§ WHAT TO WORK ON:
Below, some lines carry pictures; leave those pictures out and retype exactly the lines from the one with "Enumerate all labels, markers" through the one with "Localize all place".
AVAILABLE DATA Block Start
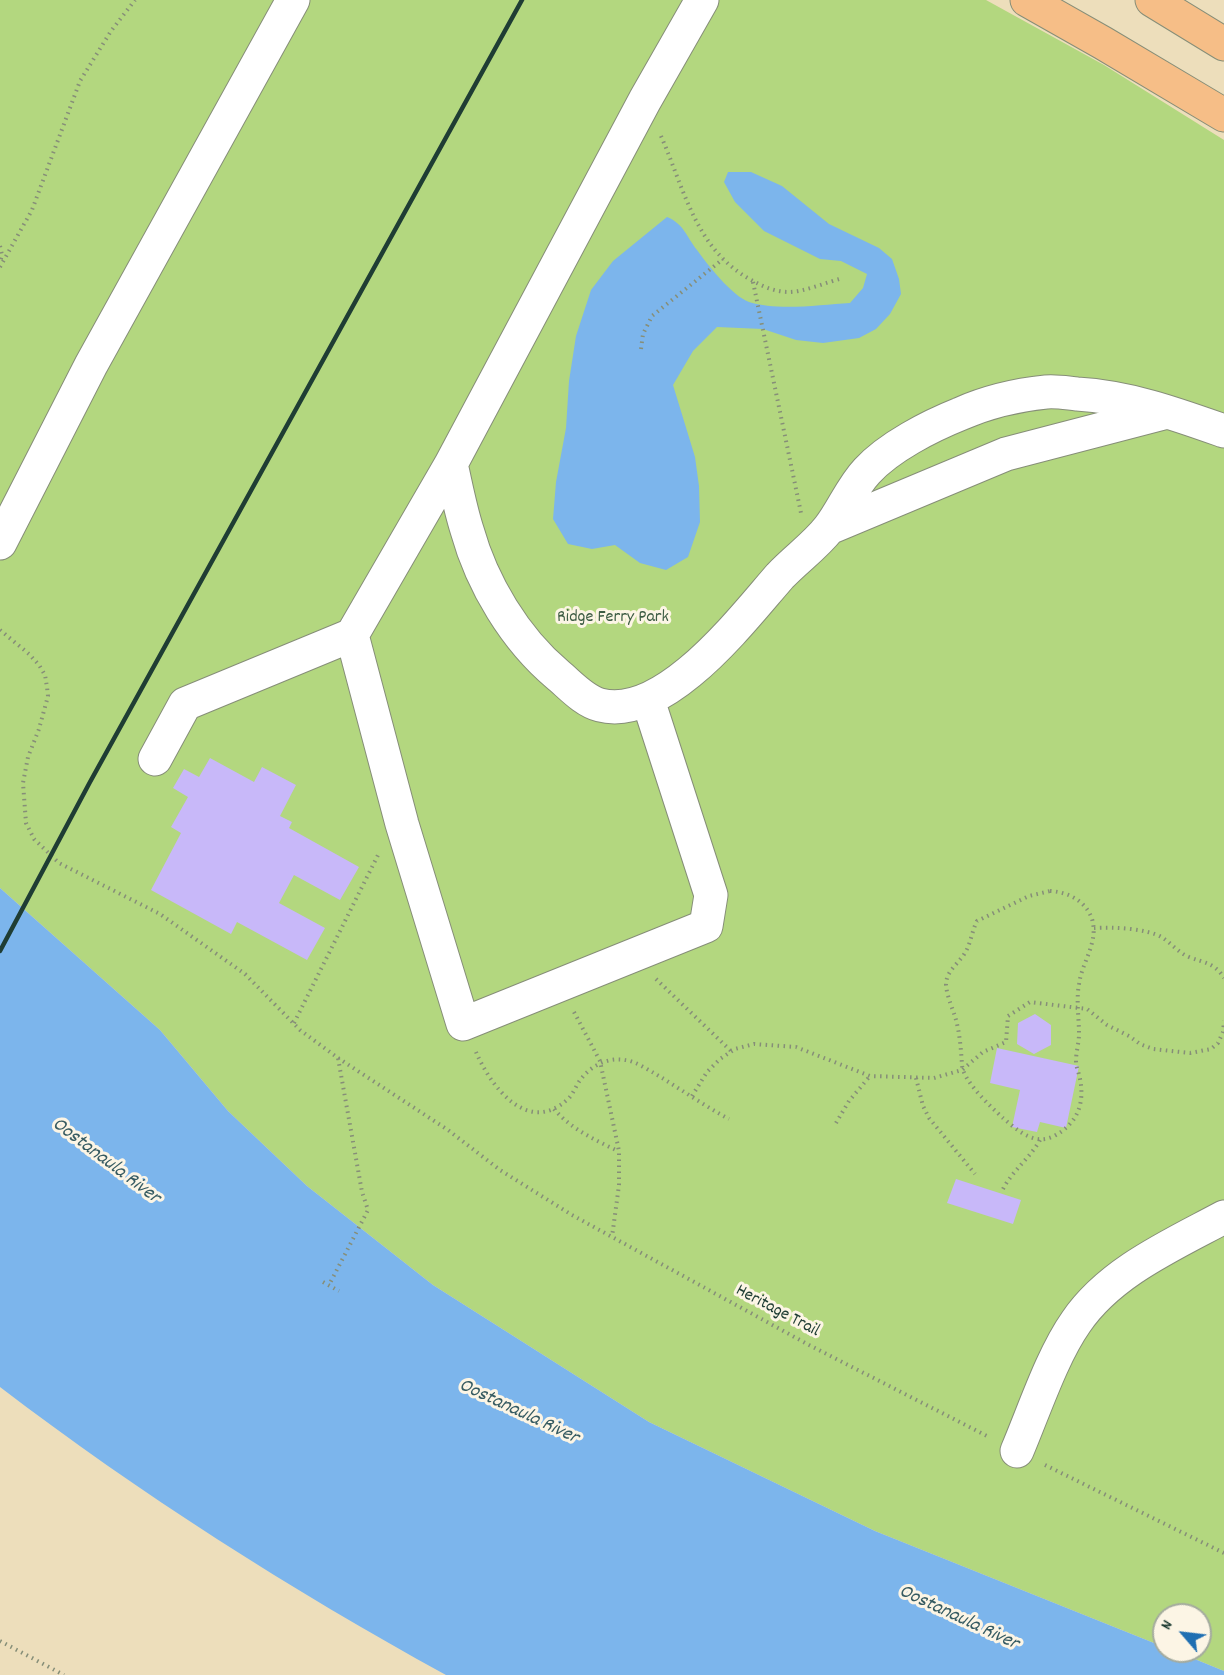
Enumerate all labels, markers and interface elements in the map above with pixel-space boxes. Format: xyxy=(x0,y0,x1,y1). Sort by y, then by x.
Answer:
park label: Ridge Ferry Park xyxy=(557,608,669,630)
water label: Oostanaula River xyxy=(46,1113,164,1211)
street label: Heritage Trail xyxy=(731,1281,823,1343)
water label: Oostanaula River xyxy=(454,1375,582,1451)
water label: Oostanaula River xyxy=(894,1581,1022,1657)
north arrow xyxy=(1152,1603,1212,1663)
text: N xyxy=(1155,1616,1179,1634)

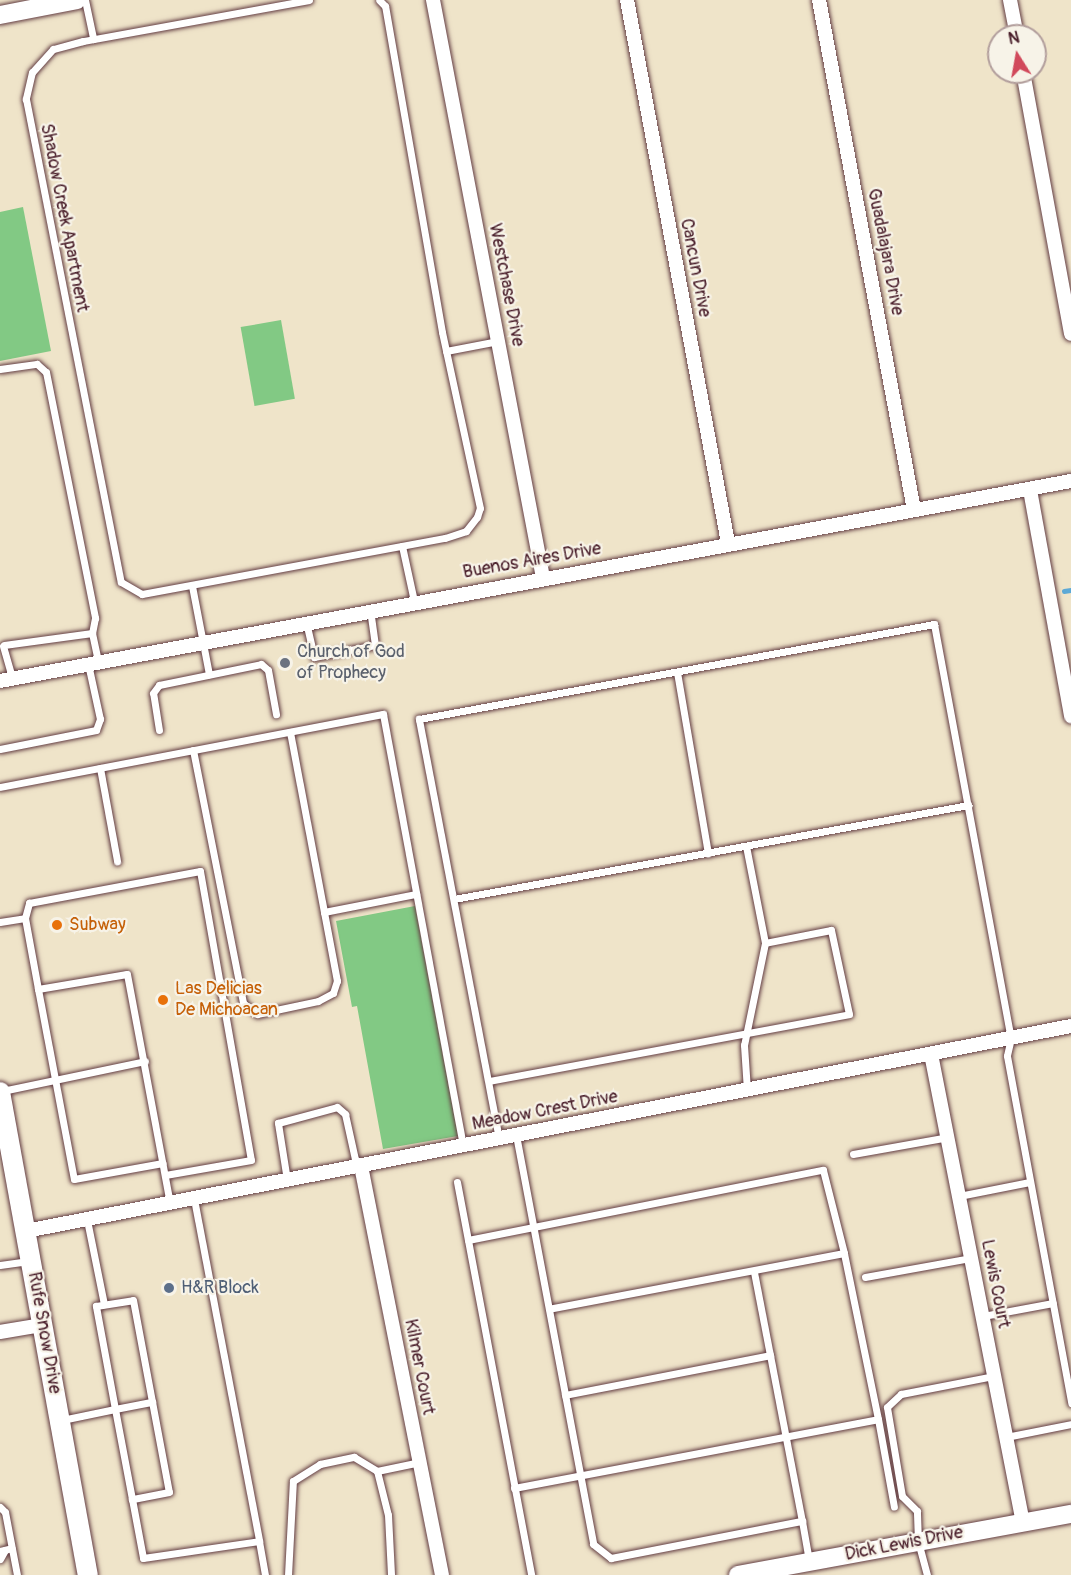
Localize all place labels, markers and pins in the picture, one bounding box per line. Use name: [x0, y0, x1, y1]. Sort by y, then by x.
AVAILABLE DATA Block End
AVAILABLE DATA Block Start
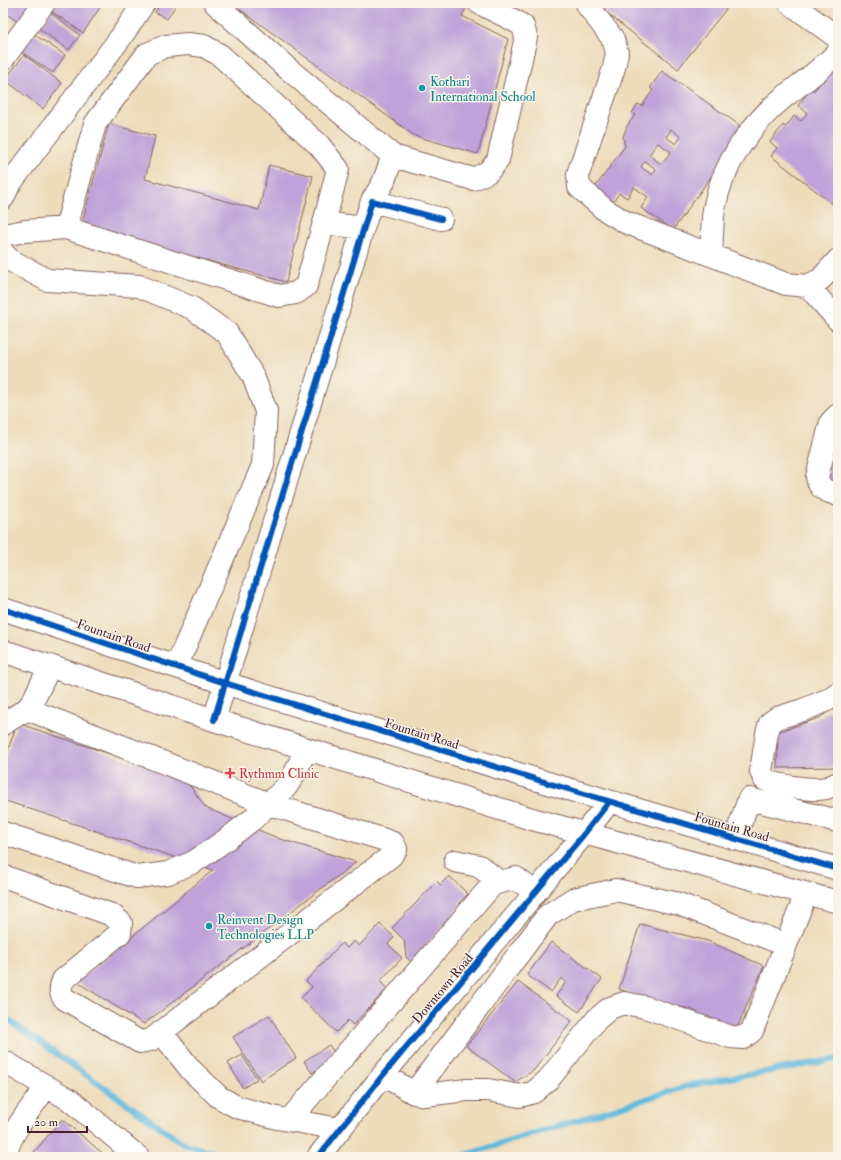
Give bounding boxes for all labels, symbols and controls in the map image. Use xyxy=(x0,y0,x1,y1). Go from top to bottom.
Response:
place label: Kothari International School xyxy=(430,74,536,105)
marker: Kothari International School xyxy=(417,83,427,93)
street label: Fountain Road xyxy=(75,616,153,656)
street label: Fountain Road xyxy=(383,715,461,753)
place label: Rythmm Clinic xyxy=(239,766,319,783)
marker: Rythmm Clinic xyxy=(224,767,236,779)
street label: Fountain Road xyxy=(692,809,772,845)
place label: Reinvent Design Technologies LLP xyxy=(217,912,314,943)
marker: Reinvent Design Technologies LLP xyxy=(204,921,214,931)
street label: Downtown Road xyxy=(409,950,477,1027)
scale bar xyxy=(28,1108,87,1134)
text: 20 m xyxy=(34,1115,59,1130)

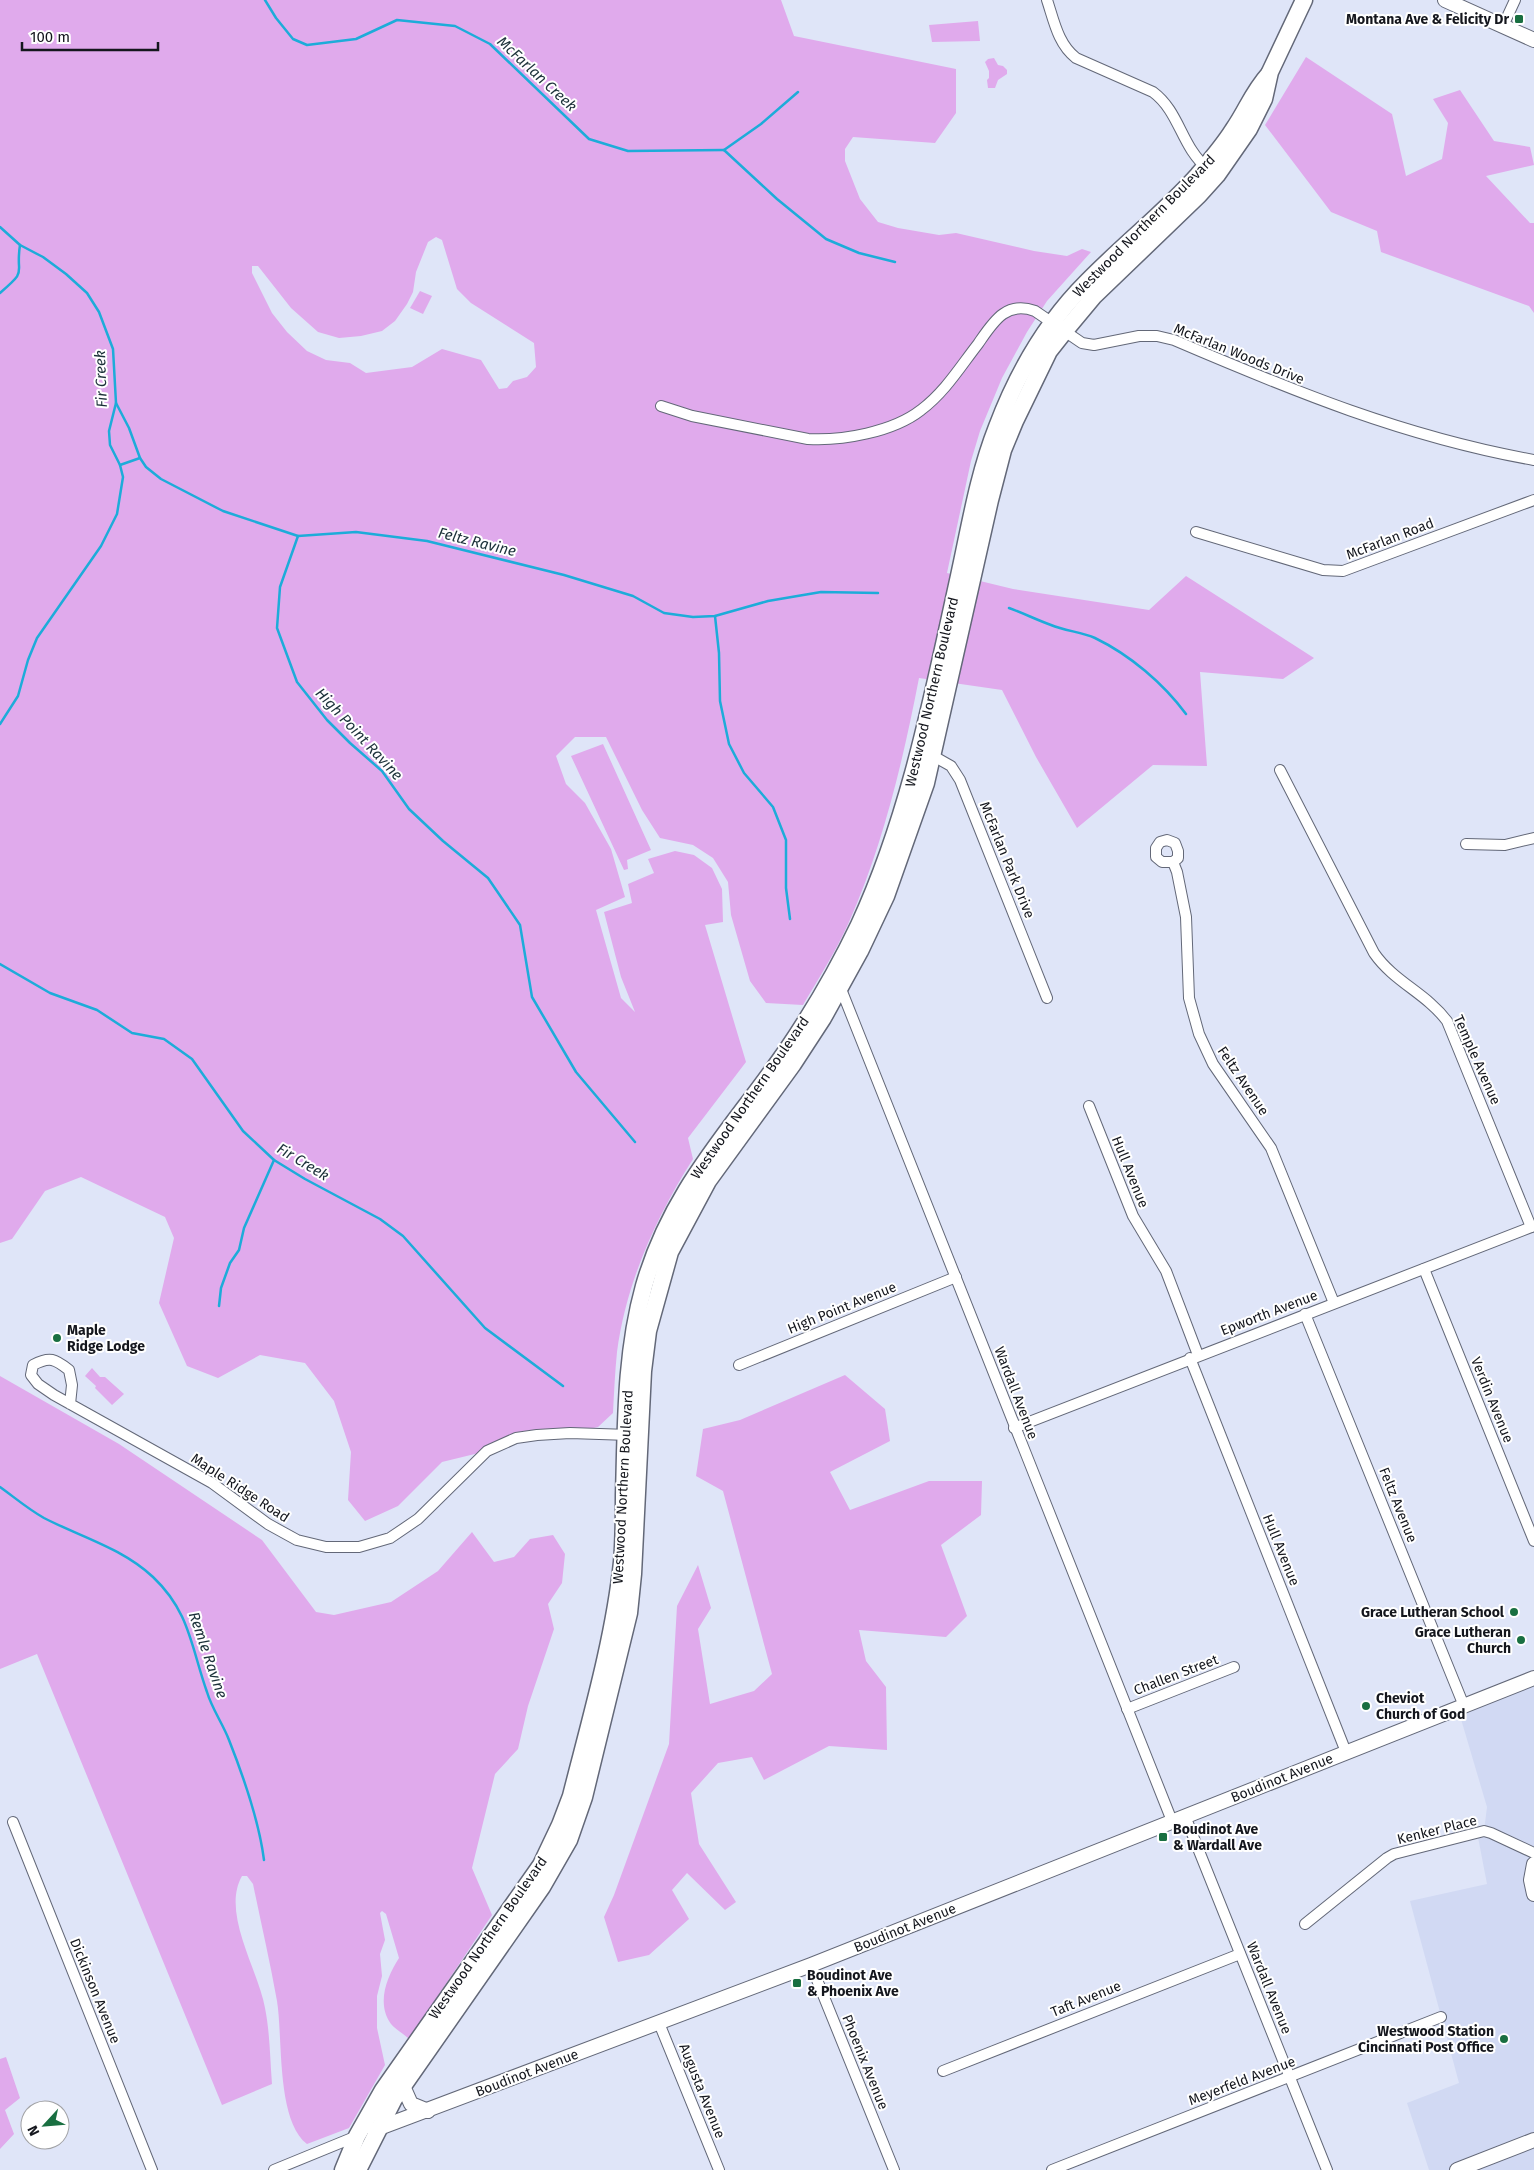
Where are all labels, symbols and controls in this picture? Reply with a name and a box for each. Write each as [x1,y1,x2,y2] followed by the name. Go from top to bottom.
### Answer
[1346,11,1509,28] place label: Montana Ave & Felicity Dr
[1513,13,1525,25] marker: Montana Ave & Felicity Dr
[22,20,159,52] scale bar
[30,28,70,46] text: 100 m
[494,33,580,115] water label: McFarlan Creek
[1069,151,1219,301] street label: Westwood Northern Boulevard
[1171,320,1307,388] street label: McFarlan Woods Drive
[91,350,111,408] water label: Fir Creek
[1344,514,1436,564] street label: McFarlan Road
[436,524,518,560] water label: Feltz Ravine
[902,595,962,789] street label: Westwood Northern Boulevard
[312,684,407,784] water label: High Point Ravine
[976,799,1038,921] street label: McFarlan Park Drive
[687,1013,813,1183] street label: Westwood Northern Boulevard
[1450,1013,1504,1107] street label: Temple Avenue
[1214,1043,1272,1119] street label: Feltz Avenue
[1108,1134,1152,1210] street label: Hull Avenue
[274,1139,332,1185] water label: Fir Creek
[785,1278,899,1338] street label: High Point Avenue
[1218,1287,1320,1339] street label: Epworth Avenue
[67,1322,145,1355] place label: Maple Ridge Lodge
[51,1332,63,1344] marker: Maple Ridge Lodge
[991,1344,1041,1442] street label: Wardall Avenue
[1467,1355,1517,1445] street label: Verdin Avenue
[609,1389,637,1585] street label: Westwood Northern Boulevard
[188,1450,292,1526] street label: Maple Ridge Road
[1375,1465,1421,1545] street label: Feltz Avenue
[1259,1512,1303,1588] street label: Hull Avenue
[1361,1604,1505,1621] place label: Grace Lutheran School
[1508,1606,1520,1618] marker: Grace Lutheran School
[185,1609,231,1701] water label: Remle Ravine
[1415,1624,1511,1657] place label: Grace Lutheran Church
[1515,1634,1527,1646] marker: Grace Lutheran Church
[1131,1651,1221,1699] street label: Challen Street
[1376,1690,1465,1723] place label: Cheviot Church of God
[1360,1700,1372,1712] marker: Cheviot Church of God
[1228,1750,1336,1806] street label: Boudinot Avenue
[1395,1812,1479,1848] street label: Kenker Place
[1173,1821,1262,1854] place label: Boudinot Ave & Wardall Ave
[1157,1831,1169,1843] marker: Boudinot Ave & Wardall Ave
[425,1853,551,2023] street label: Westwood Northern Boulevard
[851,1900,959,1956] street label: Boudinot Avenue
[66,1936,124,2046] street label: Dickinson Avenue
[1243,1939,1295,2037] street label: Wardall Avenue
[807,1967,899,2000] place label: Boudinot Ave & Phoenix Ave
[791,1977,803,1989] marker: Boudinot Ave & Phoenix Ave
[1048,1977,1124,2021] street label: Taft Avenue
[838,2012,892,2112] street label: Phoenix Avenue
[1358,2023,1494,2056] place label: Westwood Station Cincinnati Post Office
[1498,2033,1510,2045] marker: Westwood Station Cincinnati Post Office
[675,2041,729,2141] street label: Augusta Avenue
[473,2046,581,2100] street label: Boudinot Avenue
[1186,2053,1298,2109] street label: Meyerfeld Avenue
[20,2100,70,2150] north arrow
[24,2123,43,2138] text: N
AVAILABLE DATA Block End
§ WRITTEN ANSWER:
Enumerate all labels, markers and interface elements in the map above with pixel-space boxes. Format: xyxy=(x0,y0,x1,y1). Sort by y, then by x.
Answer:
park label: Ridge Ferry Park xyxy=(557,608,669,630)
water label: Oostanaula River xyxy=(46,1113,164,1211)
street label: Heritage Trail xyxy=(731,1281,823,1343)
water label: Oostanaula River xyxy=(454,1375,582,1451)
water label: Oostanaula River xyxy=(894,1581,1022,1657)
north arrow xyxy=(1152,1603,1212,1663)
text: N xyxy=(1155,1616,1179,1634)

Localize all place labels, markers and pins in the picture, one bounding box per line. Use name: [x0, y0, x1, y1]. Sort by y, then by x.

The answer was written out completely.